L’amiral Decoux reçut cette vague de plein fouet comme parfois une déferlante balaie un navire. Il se jura deux choses. La première était que la tombe à Dalat serait bien la dernière demeure de Suzanne, elle faisait désormais partie de ce monde asiatique qui l’avait, morte, adoptée, la deuxième était de mener à bon port le bateau de l’Indochine en hommage à sa femme, par amitié pour tous ceux qui l’avaient aimée.

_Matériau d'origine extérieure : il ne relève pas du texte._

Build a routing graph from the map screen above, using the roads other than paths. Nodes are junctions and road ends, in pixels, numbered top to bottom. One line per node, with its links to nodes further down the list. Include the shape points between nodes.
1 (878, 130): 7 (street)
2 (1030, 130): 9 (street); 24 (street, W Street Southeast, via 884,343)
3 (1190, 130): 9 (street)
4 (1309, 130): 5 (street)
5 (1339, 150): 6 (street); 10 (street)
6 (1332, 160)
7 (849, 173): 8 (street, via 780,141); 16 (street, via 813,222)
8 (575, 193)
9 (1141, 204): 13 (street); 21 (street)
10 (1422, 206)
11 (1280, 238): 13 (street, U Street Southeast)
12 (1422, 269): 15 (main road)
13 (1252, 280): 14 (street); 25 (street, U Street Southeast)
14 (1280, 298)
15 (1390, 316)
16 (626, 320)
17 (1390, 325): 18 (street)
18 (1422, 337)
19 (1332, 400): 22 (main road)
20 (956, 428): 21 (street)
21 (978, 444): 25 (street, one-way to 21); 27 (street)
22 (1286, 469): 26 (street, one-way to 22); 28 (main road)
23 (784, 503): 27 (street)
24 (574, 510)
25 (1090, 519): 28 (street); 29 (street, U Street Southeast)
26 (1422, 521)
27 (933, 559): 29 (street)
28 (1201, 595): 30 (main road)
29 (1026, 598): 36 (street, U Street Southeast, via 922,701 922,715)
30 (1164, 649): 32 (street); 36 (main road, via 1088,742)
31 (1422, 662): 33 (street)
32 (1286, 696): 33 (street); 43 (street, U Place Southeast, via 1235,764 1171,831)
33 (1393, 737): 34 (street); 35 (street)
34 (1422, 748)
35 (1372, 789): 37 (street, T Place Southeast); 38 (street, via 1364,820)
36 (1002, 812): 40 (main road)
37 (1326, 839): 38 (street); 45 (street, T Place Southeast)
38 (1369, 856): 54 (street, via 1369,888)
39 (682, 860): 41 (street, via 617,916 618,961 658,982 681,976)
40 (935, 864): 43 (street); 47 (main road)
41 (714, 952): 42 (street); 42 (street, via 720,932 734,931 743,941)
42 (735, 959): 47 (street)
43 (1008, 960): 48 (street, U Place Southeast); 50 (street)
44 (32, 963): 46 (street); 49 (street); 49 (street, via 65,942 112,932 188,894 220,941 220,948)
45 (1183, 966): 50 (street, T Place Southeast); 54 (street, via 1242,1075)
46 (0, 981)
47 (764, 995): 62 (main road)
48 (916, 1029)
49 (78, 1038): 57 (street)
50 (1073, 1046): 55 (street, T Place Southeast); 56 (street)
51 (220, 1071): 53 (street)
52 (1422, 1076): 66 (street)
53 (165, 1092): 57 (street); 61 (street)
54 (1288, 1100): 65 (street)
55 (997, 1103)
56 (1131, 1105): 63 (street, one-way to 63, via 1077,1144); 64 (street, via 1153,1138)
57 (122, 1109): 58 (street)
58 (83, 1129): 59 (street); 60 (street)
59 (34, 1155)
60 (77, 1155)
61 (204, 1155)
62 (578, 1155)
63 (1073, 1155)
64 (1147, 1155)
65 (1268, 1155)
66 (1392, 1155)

Cette promesse s’annonçait bien difficile à tenir. La chute prévisible de Pétain menaçait de briser le fragile équilibre que l’amiral avait créé. Quand cela se produirait, soit l’Indochine resterait aux côtés de la métropole, basculerait dans le camp des Alliés et subirait les foudres japonaises, soit elle entrerait en dissidence, continuerait de soutenir Tokyo et éprouverait, une fois la guerre finie, le courroux des Américains dont la victoire était certaine. Il fallait choisir entre Charybde et Scylla. Pour échapper à ce dilemme, il fit pression sur Vichy pour, en cas de rupture des communications, disposer de pouvoirs exceptionnels et que ses prérogatives cesseraient dès que les liens avec la France seraient rétablis. Bref, on n’obéissait plus à la métropole, on pouvait collaborer avec les Japonais, mais ce n’était que pour des raisons techniques, on était toujours loyal à la France et on était du côté des Américains.
Le 20 août 1944, le maréchal Pétain quittait la France et l’amiral Decoux notifiait à tous qu’il s’octroyait les pleins pouvoirs et maintenait sa politique en attendant une reprise de contact concrète avec le pays. Les Japonais comprirent le message : la Fédération serait leur alliée, mais retournerait ses armes contre eux dès que les troupes américaines approcheraient. Pour l’instant, la plate-forme indochinoise était à eux à peu de frais, ils acceptèrent le deal. Les Américains, moins subtils, ne saisirent pas la finesse de la position et les bombardements commencèrent.
Ses appels à épargner l’Indochine n’étaient pas entendus. Que pouvait-il y faire ? Chaque jour, il consultait, sur une carte murale du Pacifique, l’évolution de la situation militaire. Tokyo avait définitivement perdu la bataille des porte-avions. Désormais, le ciel et la mer étaient américains. La grande majorité des convois de marchandises étaient détruits, les bombardiers à la bannière étoilée écrasaient villes et entreprises sans être inquiétés. Seules les troupes au sol continuaient à se battre farouchement, faisant payer très cher aux marines chaque mètre carré conquis.